## WHAT THIS TASK INVOLVES
Search the data for the word "paths" and copy out every line that has it.

********

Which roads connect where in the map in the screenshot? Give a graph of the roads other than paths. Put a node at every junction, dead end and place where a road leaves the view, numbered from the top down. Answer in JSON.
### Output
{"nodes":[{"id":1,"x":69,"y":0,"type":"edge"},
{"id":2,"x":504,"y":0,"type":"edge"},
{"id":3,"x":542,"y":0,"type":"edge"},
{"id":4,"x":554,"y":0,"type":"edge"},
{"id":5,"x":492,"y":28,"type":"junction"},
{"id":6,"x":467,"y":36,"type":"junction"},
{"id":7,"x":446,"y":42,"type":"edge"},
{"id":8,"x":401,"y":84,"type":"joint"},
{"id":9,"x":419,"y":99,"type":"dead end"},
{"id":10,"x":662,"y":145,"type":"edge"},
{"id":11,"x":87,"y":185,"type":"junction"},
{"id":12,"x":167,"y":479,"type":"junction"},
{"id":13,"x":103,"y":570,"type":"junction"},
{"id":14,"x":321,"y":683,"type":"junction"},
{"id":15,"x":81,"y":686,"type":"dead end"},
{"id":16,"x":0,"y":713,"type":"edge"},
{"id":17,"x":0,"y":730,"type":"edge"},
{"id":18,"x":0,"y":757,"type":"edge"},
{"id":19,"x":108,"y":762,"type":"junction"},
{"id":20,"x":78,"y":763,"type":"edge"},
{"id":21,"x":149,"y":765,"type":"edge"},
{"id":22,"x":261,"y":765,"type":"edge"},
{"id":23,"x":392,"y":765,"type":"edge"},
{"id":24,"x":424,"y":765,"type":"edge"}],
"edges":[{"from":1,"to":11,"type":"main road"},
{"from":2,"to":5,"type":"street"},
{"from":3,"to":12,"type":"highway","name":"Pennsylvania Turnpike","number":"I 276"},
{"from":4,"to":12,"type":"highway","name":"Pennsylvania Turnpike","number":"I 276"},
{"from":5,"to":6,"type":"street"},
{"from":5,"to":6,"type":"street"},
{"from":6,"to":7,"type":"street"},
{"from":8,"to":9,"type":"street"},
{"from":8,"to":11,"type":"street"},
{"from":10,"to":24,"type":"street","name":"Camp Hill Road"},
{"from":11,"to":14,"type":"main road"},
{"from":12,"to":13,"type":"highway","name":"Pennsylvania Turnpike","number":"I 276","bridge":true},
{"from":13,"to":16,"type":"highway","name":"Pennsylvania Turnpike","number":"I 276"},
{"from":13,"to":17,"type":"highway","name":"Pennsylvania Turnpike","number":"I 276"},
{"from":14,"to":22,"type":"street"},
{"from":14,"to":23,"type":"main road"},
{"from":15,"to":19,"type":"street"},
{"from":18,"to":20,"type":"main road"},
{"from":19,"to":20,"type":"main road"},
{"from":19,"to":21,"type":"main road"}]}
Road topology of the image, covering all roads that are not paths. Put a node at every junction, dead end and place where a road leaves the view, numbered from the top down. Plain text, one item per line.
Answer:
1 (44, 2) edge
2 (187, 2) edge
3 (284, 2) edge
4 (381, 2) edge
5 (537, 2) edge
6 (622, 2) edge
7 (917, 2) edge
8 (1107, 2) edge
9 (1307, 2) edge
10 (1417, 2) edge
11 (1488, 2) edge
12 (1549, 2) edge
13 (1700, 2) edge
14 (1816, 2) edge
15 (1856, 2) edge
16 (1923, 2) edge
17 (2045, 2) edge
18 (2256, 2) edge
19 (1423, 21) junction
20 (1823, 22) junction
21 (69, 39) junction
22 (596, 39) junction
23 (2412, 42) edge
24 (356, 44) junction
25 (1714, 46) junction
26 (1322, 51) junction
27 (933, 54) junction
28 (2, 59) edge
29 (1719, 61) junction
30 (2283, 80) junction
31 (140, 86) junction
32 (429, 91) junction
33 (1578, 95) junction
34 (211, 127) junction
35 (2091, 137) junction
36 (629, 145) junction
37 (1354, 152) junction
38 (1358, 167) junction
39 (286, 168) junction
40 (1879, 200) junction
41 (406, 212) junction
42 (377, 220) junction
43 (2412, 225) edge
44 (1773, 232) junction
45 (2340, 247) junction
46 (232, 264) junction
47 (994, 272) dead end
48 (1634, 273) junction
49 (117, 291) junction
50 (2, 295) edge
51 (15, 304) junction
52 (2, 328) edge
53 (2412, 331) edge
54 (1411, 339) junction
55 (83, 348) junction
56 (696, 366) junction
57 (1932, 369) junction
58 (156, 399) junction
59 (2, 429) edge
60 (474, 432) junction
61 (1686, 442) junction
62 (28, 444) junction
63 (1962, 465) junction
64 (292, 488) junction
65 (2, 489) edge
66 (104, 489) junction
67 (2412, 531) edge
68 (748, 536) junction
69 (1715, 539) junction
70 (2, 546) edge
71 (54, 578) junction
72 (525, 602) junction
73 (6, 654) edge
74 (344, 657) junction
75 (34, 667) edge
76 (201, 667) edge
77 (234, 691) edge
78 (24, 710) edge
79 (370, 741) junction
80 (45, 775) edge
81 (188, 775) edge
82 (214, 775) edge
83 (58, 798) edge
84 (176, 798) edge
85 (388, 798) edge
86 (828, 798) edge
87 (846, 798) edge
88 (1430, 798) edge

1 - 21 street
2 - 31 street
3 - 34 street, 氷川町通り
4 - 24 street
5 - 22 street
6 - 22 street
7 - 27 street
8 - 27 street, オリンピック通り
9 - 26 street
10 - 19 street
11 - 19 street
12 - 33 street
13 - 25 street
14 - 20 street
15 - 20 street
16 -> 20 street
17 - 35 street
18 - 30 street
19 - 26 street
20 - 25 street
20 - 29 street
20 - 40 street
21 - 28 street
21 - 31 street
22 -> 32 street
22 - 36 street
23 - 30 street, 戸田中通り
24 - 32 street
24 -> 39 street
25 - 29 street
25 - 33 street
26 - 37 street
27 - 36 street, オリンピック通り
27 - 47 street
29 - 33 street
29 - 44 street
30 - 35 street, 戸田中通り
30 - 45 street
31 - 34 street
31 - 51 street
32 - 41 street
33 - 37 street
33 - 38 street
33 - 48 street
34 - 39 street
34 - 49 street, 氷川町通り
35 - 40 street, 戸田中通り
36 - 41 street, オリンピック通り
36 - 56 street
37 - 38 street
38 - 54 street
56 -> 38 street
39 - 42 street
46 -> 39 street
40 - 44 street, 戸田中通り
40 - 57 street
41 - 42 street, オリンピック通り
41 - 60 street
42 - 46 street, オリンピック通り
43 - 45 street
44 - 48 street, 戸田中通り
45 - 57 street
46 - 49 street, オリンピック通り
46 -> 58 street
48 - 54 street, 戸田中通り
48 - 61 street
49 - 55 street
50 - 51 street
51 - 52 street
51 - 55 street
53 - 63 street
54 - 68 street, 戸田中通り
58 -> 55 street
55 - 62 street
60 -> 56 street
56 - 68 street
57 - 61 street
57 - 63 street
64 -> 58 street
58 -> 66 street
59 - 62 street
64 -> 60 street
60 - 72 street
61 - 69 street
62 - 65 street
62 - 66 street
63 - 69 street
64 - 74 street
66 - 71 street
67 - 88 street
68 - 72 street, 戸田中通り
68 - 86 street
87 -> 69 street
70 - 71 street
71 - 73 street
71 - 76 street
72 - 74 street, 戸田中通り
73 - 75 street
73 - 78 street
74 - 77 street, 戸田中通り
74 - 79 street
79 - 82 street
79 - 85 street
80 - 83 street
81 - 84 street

********

## OUTPUT OF THE EXERCISE
Which roads connect where in the map in the screenshot? Give a graph of the roads other than paths. Put a node at every junction, dead end and place where a road leaves the view, numbered from the top down. Answer in JSON.
Road topology of the image, covering all roads that are not paths. Put a node at every junction, dead end and place where a road leaves the view, numbered from the top down. Plain text, one item per line.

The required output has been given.